The ACE solution is proposed by ZTE to meet the diversified demands for future services on the wireless access network. Based on unified hardware resource pools, this solution supports rapid deployment and provisioning of services with configurable and scalable capacity, reducing vertical isolation and enhancing resource utilisation efficiency. With a unified cloud architecture and shared infrastructure, the solution supports Mobile-Edge Computing (MEC) and flexible deployment of services.
"The Access Cloud Engine supports multi-site collaboration and multi-system integration, and can enable and disable wireless resources according to service distribution and change features, further reducing energy consumption in 5G networks," it added.
In response to the promotion of energy-saving technologies, ZTE proposed a variety of energy-saving solutions for enhancing the overall efficiency of Massive MIMO base stations. The Massive MIMO technology poses higher requirements for hardware integration, and the highly integrated multi-channel chip is designed to deliver high energy efficiency of AAUs. ZTE solved the difficulties in Massive MIMO base stations by using self-developed vector processing chips. As of now, ZTE's Pre5G products and solutions utilising Massive MIMO and other key technologies have been deployed on more than 60 networks in over 40 countries, including China, Japan, Austria, Singapore, Spain, Malaysia, Thailand, and Indonesia.
"To solve the traffic tide problems in multi-layer hybrid network coverage scenarios in the process of 5G network evolution, ZTE proposes an energy-saving control strategy based on service changes. This strategy reasonably controls the operation (for example, flexible shutdown and intelligent wake-up) of base stations based on service changes, involving intelligent energy-saving function clusters at the cell level, Discontinuous Transmission (DTX) detection for service guarantee, and small cell energy saving for interference control of UDN solutions," the company said.
Zhang Shizhuang, Planning Director of ZTE's TDD Product, said, "ZTE is willing to work with the partners in the industry chain to build more energy-efficient networks from the six perspectives of architecture evolution, networking, energy-saving technologies, application scenarios, new base stations, and chip evolution, laying a solid foundation for large-scale commercial use of 5G networks."
ZTE and China Mobile have established extensive partnerships in the 2G, 3G, and 4G fields, and will further intensify the partnerships in the 5G era. In 2016, ZTE worked with China Mobile on the 5G Joint Innovation Lab, and ZTE's Pre5G Massive MIMO became available in the existing networks of China Mobile.

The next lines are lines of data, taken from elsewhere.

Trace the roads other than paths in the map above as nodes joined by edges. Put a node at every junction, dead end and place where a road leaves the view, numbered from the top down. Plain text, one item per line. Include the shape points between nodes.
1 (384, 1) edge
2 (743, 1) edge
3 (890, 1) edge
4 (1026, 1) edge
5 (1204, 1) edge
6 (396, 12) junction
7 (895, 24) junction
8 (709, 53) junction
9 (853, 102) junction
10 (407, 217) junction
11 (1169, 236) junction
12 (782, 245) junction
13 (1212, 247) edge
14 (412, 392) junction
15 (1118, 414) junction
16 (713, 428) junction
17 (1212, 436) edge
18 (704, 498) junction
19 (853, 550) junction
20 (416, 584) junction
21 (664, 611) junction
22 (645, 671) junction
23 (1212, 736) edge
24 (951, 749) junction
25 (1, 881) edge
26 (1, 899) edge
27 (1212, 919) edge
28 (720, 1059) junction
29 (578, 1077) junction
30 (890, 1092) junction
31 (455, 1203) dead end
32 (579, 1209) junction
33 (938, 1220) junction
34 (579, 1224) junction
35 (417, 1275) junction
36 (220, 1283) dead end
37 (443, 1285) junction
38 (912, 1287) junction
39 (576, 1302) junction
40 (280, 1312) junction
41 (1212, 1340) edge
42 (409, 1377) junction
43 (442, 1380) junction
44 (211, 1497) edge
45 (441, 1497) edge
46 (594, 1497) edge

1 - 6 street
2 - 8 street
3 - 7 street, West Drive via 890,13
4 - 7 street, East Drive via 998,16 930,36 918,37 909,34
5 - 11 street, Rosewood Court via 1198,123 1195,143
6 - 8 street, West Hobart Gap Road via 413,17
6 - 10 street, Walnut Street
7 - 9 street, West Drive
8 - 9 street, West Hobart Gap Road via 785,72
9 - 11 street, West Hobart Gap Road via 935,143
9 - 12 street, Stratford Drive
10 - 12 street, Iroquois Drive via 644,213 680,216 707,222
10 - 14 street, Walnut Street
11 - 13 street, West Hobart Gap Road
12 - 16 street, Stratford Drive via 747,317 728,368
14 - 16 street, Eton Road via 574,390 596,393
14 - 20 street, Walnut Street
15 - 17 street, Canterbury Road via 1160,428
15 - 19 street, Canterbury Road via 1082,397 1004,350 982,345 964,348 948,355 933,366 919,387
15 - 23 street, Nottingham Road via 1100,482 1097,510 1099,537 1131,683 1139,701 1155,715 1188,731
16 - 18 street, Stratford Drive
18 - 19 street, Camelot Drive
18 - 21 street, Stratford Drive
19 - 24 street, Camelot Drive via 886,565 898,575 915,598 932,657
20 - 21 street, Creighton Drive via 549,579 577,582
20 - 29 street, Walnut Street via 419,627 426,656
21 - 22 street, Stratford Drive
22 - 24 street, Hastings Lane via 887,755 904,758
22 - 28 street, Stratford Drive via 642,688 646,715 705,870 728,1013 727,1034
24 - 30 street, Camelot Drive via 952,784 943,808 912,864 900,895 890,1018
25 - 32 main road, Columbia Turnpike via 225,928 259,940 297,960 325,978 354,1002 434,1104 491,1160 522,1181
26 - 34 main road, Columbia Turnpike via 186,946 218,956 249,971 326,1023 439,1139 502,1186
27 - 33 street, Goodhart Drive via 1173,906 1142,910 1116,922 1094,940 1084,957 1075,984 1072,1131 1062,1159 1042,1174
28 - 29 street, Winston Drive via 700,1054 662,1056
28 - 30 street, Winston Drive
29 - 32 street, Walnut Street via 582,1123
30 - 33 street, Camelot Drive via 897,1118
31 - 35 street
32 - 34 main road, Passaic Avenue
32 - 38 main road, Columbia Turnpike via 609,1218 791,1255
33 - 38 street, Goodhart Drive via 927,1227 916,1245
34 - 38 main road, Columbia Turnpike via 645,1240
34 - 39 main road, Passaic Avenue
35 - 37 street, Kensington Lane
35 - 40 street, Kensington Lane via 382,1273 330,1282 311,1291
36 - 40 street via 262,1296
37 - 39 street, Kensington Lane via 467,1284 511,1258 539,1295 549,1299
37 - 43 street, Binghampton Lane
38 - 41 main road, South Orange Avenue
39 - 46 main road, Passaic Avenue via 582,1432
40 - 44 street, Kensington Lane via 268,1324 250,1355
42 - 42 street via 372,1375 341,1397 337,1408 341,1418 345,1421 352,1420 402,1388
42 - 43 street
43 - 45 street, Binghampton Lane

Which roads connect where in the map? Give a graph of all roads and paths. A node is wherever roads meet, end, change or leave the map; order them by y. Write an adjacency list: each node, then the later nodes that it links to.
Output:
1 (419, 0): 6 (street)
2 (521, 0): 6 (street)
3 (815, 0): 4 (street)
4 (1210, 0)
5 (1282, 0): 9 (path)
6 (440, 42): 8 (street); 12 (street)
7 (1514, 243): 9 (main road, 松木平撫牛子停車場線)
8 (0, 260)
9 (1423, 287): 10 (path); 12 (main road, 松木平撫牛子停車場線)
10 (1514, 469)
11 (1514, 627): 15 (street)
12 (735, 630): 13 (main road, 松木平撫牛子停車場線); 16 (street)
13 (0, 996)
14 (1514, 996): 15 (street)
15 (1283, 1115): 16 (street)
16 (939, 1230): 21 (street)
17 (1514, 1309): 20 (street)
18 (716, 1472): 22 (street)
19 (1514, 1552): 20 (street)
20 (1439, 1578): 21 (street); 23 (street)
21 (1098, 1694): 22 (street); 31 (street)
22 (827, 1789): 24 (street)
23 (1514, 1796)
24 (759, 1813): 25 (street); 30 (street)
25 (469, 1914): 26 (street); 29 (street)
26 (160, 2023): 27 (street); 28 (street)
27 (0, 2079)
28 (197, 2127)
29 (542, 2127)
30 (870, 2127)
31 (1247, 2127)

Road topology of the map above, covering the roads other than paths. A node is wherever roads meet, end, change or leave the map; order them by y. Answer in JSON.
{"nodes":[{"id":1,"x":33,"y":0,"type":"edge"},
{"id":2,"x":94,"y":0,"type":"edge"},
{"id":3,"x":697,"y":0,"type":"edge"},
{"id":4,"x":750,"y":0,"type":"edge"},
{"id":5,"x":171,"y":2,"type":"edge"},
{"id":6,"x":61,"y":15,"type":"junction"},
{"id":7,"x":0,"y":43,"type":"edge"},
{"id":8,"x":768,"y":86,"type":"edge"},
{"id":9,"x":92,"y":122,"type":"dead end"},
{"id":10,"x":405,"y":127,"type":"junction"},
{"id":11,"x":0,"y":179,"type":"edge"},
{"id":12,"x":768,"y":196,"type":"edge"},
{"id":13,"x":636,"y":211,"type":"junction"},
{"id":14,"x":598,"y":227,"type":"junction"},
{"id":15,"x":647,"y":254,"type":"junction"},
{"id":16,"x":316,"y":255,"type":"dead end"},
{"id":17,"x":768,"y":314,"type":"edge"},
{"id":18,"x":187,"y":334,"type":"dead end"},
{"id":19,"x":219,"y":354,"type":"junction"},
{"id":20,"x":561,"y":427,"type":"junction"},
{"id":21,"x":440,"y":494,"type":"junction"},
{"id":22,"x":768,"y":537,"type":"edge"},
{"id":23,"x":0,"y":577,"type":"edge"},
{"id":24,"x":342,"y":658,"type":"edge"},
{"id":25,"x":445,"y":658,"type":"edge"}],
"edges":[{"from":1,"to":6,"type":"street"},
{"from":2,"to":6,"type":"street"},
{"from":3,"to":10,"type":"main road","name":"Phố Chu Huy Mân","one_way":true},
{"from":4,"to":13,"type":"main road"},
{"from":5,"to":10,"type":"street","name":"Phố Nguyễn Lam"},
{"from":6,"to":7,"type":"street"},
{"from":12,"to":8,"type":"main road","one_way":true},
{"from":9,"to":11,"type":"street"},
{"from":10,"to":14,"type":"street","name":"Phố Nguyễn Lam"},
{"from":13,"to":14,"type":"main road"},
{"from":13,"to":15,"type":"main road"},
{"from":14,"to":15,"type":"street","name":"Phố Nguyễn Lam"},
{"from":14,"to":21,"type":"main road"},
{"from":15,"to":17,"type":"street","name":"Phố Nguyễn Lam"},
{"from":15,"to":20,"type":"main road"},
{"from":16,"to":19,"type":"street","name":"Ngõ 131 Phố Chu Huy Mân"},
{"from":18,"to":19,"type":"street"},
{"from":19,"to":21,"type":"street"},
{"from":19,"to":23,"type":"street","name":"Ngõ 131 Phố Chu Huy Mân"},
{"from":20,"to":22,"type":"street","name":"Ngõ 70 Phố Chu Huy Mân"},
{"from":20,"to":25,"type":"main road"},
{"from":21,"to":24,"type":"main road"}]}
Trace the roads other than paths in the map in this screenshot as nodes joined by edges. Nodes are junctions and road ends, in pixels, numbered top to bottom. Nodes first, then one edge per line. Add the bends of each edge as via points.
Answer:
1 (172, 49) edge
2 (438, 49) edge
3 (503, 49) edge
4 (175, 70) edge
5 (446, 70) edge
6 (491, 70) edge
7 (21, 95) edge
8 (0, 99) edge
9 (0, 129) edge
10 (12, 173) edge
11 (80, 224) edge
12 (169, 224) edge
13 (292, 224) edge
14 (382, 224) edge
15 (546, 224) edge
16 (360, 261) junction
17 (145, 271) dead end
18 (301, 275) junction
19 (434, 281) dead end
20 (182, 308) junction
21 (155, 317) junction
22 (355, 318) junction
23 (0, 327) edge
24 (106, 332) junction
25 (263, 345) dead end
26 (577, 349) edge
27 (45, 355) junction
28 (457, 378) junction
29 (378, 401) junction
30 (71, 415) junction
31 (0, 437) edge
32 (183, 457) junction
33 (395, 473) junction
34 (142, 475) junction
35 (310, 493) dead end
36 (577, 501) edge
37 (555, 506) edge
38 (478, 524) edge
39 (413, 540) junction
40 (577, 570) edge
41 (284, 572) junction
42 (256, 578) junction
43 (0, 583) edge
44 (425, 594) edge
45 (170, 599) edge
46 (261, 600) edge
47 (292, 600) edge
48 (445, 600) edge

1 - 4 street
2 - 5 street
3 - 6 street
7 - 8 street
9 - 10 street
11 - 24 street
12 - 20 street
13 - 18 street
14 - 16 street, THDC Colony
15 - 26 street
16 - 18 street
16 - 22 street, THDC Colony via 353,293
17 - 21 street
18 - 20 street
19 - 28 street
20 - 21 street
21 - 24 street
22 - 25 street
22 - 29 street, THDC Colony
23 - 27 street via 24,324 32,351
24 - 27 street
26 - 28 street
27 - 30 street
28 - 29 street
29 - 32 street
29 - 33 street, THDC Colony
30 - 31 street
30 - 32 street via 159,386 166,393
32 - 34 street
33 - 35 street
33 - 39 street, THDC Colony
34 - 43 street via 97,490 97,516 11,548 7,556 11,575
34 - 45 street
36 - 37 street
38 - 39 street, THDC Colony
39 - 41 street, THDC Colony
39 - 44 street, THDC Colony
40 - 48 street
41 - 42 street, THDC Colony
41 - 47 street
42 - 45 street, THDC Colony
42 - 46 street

In February 2017, ZTE, Qualcomm, and China Mobile jointly announced that they planned to conduct interoperability tests based on 5G NR specifications, aiming for rapid sophistication of pre-commercial 5G NR products. ZTE and China Mobile worked together on the 5G field test in Guangzhou, and will carry out multi-site networking tests in the next phase, involving 5G wireless coverage, throughput, mobility, and latency.
"By adopting the development of 5G as its core strategy, ZTE is expected to invest billions of dollars in 5G R&D before 2018, and boasts more than 2,000 5G R&D engineers worldwide," according to the company.
"ZTE has always promoted 5G standards, and maintains an industry-leading role in 5G technology verification and product-based development. ZTE initiated and played a leading role in the NOMA project, a core project on 5G NR. During the second phase of China's 5G test, ZTE completed tests of its pre-commercial high-frequency and low-frequency 5G products as well as VCNs," it added.